Mi fece sorridere negli anni del liceo, il professore, che, alle reiterate richieste di noi studenti intorno alla spinosa questione di criteri certi per tradurre dalla lingua di Cicerone in quella del Manzoni, rispose con un quesito, ponendoci di fronte a un dilemma di non poca lena: “come la volete la fidanzata, brutta e fedele, oppure infedele ma bella?

È molto probabile che nel corso degli anni della scuola superiore la strategia traduttiva, mia e dei miei compagni di classe, non sia andata oltre una fidanzata e infedele e brutta: però, quella figurazione riuscì, con la nettezza propria delle immagini tratte dalla vita vissuta, a renderci, sinteticamente, tutte le fatiche della traduzione, una vera e propria scienza interdisciplinare che si muove tra la storia e la filologia, le letterature comparate e la filosofia, la linguistica e la lessicologia…

Operazione complessa e delicata, la traduzione!

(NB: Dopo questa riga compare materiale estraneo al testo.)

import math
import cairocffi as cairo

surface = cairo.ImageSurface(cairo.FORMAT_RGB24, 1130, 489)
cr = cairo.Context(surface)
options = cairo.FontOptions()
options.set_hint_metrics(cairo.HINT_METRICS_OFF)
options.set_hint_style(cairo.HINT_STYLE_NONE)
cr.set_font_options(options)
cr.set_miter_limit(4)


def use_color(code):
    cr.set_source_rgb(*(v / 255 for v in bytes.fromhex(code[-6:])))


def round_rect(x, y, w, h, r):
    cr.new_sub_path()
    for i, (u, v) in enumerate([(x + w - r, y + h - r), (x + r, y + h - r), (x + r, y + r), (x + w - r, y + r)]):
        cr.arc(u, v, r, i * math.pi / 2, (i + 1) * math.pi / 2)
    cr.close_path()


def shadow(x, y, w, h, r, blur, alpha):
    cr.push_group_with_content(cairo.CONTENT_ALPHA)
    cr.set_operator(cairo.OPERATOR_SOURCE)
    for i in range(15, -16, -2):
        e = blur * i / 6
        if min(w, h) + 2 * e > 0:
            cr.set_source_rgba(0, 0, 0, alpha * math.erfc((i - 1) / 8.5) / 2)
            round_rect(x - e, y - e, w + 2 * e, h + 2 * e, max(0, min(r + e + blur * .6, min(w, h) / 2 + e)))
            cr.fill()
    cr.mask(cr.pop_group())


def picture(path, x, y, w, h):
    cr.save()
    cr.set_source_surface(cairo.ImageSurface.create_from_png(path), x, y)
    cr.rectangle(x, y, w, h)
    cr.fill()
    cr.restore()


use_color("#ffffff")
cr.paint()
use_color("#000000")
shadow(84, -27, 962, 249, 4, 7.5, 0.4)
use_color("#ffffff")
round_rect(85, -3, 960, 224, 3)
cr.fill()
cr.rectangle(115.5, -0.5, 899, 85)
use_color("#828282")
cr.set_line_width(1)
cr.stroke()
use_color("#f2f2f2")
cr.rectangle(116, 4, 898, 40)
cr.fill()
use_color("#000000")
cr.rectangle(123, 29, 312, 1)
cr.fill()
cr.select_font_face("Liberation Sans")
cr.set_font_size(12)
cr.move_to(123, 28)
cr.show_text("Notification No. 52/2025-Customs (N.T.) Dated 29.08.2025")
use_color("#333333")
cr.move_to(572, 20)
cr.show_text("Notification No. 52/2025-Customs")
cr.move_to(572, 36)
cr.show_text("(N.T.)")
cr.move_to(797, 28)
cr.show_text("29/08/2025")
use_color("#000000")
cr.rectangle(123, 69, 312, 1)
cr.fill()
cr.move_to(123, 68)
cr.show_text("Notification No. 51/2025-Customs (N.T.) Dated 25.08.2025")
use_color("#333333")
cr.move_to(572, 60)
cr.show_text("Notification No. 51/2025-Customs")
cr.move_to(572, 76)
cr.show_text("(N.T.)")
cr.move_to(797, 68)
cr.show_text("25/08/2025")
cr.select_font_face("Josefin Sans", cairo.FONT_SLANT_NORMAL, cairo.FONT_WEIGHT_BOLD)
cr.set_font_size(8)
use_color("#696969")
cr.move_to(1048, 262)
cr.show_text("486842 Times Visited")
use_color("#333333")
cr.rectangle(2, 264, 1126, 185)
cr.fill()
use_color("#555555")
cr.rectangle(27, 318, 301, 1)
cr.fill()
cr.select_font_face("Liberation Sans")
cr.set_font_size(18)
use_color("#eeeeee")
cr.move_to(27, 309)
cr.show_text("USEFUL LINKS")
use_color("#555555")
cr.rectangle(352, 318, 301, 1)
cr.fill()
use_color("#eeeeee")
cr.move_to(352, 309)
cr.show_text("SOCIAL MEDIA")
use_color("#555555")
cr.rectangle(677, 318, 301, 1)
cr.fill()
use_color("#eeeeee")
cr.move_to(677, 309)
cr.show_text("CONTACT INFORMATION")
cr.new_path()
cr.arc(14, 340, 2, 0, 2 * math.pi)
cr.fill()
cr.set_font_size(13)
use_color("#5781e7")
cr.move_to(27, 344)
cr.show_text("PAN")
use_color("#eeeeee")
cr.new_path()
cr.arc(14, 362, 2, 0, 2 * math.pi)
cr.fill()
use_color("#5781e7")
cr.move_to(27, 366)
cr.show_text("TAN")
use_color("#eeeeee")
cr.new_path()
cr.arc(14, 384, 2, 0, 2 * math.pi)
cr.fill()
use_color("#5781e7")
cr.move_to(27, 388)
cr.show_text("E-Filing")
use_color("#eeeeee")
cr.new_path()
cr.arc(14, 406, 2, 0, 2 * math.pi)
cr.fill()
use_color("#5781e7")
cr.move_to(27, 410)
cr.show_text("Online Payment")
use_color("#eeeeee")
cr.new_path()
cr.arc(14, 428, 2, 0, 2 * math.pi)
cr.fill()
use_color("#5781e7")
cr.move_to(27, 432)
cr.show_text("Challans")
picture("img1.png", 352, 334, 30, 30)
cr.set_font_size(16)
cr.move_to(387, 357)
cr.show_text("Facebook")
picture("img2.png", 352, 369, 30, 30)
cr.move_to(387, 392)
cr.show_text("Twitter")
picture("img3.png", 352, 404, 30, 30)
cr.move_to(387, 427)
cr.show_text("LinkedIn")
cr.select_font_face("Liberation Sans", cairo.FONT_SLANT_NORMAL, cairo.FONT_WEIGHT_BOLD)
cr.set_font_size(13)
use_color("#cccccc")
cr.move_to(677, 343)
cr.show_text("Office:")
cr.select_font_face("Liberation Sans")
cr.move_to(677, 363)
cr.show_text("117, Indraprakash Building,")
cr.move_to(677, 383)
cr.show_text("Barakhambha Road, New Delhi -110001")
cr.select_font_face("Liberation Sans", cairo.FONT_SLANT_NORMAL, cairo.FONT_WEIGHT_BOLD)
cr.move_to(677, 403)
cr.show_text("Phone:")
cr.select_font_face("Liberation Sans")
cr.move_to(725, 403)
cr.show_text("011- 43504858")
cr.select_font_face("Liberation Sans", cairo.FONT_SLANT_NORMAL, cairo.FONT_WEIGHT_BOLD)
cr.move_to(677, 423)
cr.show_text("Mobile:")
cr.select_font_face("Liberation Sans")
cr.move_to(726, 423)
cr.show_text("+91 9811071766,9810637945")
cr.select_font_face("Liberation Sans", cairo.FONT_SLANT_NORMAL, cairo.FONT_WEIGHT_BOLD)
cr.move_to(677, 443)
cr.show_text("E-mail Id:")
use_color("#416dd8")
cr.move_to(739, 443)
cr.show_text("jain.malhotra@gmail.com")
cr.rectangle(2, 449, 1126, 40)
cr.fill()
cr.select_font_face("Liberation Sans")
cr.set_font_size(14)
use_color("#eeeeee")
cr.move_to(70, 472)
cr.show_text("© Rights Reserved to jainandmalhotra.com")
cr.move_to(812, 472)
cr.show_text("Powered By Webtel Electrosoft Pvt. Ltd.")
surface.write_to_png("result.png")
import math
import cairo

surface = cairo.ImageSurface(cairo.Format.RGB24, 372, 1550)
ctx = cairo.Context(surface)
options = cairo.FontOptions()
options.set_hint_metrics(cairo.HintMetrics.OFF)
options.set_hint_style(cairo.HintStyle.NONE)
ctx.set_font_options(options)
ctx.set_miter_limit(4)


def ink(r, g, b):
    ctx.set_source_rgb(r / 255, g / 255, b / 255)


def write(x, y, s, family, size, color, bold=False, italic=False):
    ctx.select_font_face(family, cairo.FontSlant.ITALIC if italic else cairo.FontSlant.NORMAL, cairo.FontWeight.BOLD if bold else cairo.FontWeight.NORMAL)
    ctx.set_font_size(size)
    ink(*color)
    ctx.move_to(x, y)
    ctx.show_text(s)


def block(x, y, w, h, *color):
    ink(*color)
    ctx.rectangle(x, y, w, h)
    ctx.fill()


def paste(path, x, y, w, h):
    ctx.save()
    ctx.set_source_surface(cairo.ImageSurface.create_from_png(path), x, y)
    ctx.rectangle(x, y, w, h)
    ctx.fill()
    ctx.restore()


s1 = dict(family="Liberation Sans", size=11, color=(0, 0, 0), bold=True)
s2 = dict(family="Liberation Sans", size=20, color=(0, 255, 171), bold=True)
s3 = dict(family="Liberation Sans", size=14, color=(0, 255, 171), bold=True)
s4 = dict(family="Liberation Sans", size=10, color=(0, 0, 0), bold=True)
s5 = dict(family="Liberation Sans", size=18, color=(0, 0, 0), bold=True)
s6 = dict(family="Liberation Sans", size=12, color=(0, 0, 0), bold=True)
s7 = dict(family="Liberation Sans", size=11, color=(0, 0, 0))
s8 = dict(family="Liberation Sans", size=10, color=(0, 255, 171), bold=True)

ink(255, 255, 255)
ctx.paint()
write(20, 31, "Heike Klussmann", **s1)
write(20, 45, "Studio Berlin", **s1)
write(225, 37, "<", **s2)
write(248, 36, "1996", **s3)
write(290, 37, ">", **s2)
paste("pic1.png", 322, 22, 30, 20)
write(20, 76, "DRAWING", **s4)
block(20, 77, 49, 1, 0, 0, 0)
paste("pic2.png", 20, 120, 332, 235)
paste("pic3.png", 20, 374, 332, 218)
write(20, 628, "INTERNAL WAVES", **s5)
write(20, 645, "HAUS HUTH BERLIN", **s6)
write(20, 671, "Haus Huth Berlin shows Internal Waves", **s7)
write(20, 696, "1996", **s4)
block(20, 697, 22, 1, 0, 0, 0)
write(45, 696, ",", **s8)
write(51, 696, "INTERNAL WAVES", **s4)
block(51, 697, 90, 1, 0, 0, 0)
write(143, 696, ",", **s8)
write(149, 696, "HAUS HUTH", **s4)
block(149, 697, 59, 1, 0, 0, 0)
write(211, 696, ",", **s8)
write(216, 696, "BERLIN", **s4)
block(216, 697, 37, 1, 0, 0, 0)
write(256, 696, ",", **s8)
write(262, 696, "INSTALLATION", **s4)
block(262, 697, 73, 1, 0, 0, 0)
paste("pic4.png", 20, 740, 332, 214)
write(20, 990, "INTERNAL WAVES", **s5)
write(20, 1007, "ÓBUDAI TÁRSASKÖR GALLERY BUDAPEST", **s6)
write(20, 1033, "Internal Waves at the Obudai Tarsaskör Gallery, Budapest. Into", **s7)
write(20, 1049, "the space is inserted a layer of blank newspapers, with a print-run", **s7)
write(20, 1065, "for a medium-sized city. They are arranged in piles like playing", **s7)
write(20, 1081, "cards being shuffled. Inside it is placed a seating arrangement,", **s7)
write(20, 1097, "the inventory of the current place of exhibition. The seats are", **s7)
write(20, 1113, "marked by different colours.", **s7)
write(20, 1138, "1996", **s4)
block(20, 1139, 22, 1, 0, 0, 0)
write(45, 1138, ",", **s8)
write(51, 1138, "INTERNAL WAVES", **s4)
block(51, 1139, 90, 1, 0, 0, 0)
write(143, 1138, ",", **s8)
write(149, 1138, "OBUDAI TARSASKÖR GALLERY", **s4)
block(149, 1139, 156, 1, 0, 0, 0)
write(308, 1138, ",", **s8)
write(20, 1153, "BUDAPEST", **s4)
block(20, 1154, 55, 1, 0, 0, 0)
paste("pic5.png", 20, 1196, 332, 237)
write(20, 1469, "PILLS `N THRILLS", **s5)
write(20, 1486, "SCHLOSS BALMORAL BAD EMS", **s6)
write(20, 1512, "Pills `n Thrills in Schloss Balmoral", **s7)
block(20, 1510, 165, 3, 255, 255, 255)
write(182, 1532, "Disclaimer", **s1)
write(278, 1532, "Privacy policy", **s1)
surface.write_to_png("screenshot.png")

Perché, se è ormai acquisito che una lingua corrisponde alla visione del mondo di chi la parla, è altrettanto vero che, come afferma Pasolini, “la lingua è scura / non limpida” e questo ben lo sanno i professionisti della traduzione, i traduttori sempre alle prese col dilemma così plasticamente espresso dal mio docente liceale.

Tradurre un testo parola per parola o intenderne il senso? Limitarsi a volgere da una lingua all’altra ciò che l’Autore ha scritto o rendere quanto il traduttore, in scienza e coscienza, pensa che l’Autore abbia inteso esprimere?

Operare letteralmente e lasciare al Lettore il compito di individuare il senso e il significato complessivi di un testo, o interpretarlo, il testo, e fornire al Lettore un elaborato più comprensibile, ma sicuramente meno fedele all’originale?

Favorevole alla seconda opzione Voltaire che, con la nettezza che gli era propria, nelle Lettere filosofiche scriveva: “Guai a quelli che fanno traduzioni letterali e traducendo ogni parola snervano il significato. È  ben questo il caso di dire che la lettera uccide e lo spirito vivifica”.

Certo, ci perdonino i filologi, le traduzioni più belle sono quelle analogiche, emotive, istintive: penso, per capirci, alla traduzione, bella e infedele tanto per rimanere alla metafora iniziale, dell’Orestea di Eschilo realizzata da Pasolini per Gassman nel 1960; oppure, sempre in quegli anni sessanta, alle Troiane di Euripide rilette e tradotte a opera di Sartre, l’una e l’altra dense di appassionati sensi civili. Ma anche qui, attenzione: la storia dell’Ottocento e del Novecento ci presenta non pochi casi di guerre scoppiate per le differenti interpretazioni nelle diverse lingue di fragili trattati politici e diplomatici.

Non sono pochi, poi, gli studiosi e i letterati che sono arrivati a sostenere l’assoluta specificità di ogni lingua e quindi la loro sostanziale intraducibilità: su questa lunghezza d’onda troviamo fin dal XIX secolo uno scrittore come George Borrow (1803 - 1881), secondo il quale “la traduzione è nel migliore dei casi una eco” e, un secolo più tardi, Virginia Woolf (1882 – 1941): “l’umorismo è la prima qualità che va persa in una lingua straniera”. Intraducibili dunque le lingue? No, ma onore al merito alle abilità e alle competenze di quei veri e propri ‘autori invisibili’ che sono i traduttori trascurati dai recensori, maltrattati dagli editori, ignorati dal pubblico. È grazie alle loro fatiche, né piccole né poche e spesso malpagate, che è possibile mantenere il necessario rapporto di osmosi tra le letterature di tutto il mondo, permettendo così a noi lettori di godere delle invenzioni romanzesche e dei corti circuiti poetici degli artisti della parola di ogni area e lingua del pianeta.